Several clinical studies have been performed to compare the different technologies in various clinical settings. Sabourdin et al. studied the ANI and skin conductance response to noxious stimulation under varying opioid flow rates in a pediatric population [24]. The ANI decreased significantly after each noxious stimulation for all opioid flow rates, while skin conductance, HR and BP were not modified. The authors concluded that, in their clinical setting, the ANI might be a more sensitive tool to evaluate the NAN balance than HR, BP or skin conductance.
Ledowski et al. studied the relationship between SPI, AFSC and NFSC, and the stress hormones level [25]. The SPI, NFSC, HR and BP were recorded and blood samples (plasma level of adrenaline, noradrenaline, cortisol...) were withdrawn during GA. The authors showed that neither SPI nor NFSC reflected stress hormones changes accurately. However, SPI significantly decreased after opioid administration whereas NFSC did not vary.
The PRD evaluated by the AlgiScan® was compared to the ANI to assess the effectiveness of regional anesthesia in children under GA [26]. The pupillary diameter and the ANI were recorded immediately before skin incision, and every 30 seconds during 2 minutes. The authors defined regional anesthesia failure by a 10% increase in HR within 2 minutes following the skin incision. The PRD and the ANI significantly changed after skin incision. Failure of regional anesthesia was predicted by PRD and ANI with reasonable areas under the ROC curves (respectively 0.671 and 0.747). The authors concluded that both ANI and PRD vary with skin incision and that they could represent efficient tools to assess the effectiveness of regional anesthesia.

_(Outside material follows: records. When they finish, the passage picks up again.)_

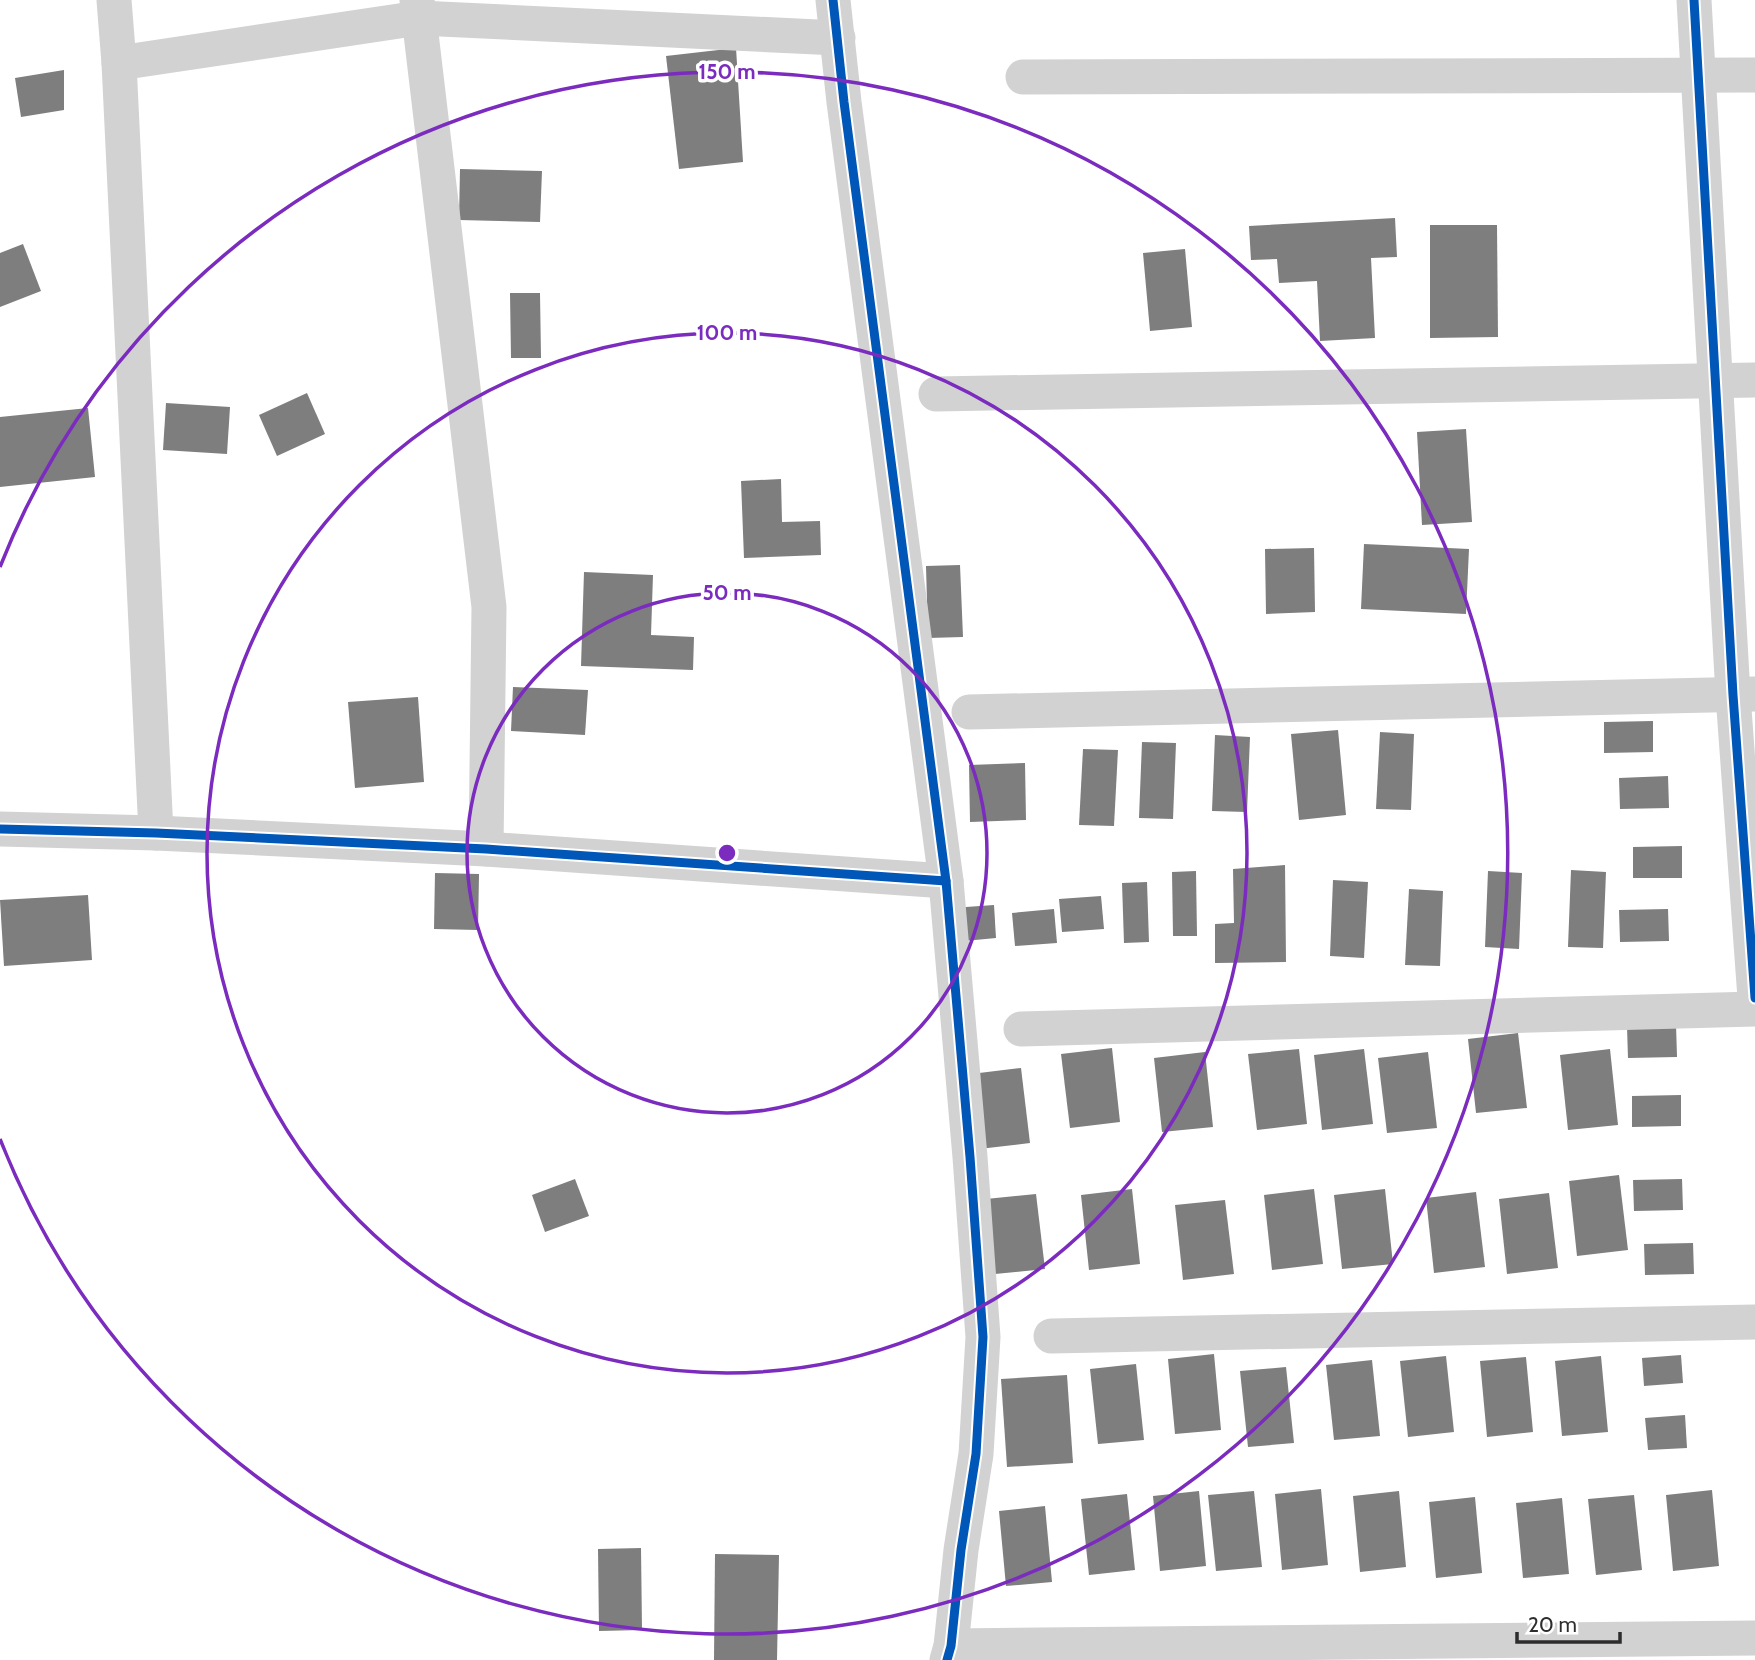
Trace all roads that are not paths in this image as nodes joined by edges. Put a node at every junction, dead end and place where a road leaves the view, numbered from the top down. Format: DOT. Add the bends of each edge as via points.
graph roads {
  1 [pos="114,0"];
  2 [pos="832,0"];
  3 [pos="1694,0"];
  4 [pos="418,9"];
  5 [pos="838,38"];
  6 [pos="119,62"];
  7 [pos="1698,75"];
  8 [pos="1755,75"];
  9 [pos="1023,77"];
  10 [pos="1716,380"];
  11 [pos="1755,380"];
  12 [pos="936,394"];
  13 [pos="1744,694"];
  14 [pos="969,712"];
  15 [pos="0,829"];
  16 [pos="156,833"];
  17 [pos="486,849"];
  18 [pos="946,881"];
  19 [pos="1755,998"];
  20 [pos="1755,1009"];
  21 [pos="1021,1029"];
  22 [pos="1755,1322"];
  23 [pos="1051,1336"];
  24 [pos="1755,1638"];
  25 [pos="949,1653"];
  1 -- 6 [label="street"];
  2 -- 5 [label="street"];
  3 -- 7 [label="street"];
  4 -- 5 [label="street"];
  4 -- 6 [label="street"];
  4 -- 17 [label="street" via="489,607"];
  5 -- 18 [label="street"];
  6 -- 16 [label="street"];
  7 -- 8 [label="street"];
  7 -- 9 [label="street"];
  7 -- 10 [label="street"];
  10 -- 11 [label="street"];
  10 -- 12 [label="street"];
  10 -- 13 [label="street"];
  13 -- 14 [label="street"];
  13 -- 19 [label="street"];
  15 -- 16 [label="street"];
  16 -- 17 [label="street"];
  17 -- 18 [label="street"];
  18 -- 25 [label="street" via="983,1337 976,1454"];
  20 -- 21 [label="street"];
  22 -- 23 [label="street"];
  24 -- 25 [label="street"];
}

Gruenewald et al. studied the ANI, SPI, BIS, HR and BP response to painful stimulation under various levels of anti-nociception [27]. They observed that BIS, HR and BP did not change after noxious stimulation whereas SPI and ANI varied after each stimulation: They also noted that higher opioid rates resulted in higher ANI and lower HR and BP values whereas SPI and BIS were not influenced. The authors concluded that both ANI and SPI could detect possible inadequate NAN balance.
Conclusion
More than identifying the “best” monitor of the NAN balance, this review of current literature emphasizes the fact that individual characteristics of each monitoring device, and hence the physiological understanding it provides, may be of importance when choosing a monitor for anyone’s practice. In our view, it is of most importance that the user understands how a given monitor is working, in order to adequately use the information it provides and eventually adapt the administration of anesthetic drugs. When looking into the clinical designs used for monitoring validation, absolute values seem more or less questionable in all existing devices because of the lack of a gold standard. However, dynamic values may be of better clinical value because they give an insight, over a short period of time, of how an individual’s ANS is reacting to a somewhat reproducible nociceptive stimulus, e.g. electric stimulation or skin incision.
Footnotes
Conflict of interest
De Jonckheere J, Jeanne M and Logier R are scientific advisers for MDoloris Medical Systems, and own shares of MDoloris Medical Systems.